Segment Start: Supplied entries

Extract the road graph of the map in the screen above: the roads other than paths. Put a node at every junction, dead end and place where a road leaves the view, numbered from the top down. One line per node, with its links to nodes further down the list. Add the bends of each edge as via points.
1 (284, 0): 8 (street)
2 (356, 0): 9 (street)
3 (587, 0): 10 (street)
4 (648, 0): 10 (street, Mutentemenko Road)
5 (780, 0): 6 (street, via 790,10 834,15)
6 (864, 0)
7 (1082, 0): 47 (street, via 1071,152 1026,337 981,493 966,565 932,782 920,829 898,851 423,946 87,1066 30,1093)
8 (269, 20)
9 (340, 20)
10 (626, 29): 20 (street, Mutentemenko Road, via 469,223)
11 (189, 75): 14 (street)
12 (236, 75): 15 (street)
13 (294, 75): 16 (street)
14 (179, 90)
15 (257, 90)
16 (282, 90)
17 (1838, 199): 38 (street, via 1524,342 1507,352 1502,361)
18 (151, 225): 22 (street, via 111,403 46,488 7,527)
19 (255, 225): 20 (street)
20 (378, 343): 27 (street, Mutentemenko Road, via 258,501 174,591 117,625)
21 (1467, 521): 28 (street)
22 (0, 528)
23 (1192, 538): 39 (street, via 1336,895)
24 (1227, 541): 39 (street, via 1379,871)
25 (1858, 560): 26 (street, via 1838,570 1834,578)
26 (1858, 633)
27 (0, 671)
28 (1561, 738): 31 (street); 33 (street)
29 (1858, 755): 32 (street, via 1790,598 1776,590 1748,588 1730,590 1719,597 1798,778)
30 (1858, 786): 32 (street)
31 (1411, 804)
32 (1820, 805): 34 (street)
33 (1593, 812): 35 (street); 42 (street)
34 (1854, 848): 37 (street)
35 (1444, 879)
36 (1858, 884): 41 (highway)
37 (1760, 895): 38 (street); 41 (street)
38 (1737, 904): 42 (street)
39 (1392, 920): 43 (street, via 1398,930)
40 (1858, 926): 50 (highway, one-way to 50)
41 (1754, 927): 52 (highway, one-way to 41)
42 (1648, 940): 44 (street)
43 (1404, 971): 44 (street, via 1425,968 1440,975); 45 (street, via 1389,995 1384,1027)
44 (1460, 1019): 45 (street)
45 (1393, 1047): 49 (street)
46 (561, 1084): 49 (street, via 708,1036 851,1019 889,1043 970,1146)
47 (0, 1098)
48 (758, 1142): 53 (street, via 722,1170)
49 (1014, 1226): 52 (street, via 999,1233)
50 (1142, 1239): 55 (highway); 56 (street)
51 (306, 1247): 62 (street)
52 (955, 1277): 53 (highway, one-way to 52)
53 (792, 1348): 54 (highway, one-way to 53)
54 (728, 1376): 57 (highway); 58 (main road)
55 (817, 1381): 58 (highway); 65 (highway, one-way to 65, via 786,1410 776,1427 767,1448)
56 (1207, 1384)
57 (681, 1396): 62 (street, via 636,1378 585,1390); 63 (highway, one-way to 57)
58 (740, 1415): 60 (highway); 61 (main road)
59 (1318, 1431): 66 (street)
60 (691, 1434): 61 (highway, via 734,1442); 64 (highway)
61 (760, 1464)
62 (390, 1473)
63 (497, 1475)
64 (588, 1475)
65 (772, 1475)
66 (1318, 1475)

Segment End: Supplied entries

When a line among the entries contains "highway", pull that line out.

Output for this exercise
36 (1858, 884): 41 (highway)
40 (1858, 926): 50 (highway, one-way to 50)
41 (1754, 927): 52 (highway, one-way to 41)
50 (1142, 1239): 55 (highway); 56 (street)
52 (955, 1277): 53 (highway, one-way to 52)
53 (792, 1348): 54 (highway, one-way to 53)
54 (728, 1376): 57 (highway); 58 (main road)
55 (817, 1381): 58 (highway); 65 (highway, one-way to 65, via 786,1410 776,1427 767,1448)
57 (681, 1396): 62 (street, via 636,1378 585,1390); 63 (highway, one-way to 57)
58 (740, 1415): 60 (highway); 61 (main road)
60 (691, 1434): 61 (highway, via 734,1442); 64 (highway)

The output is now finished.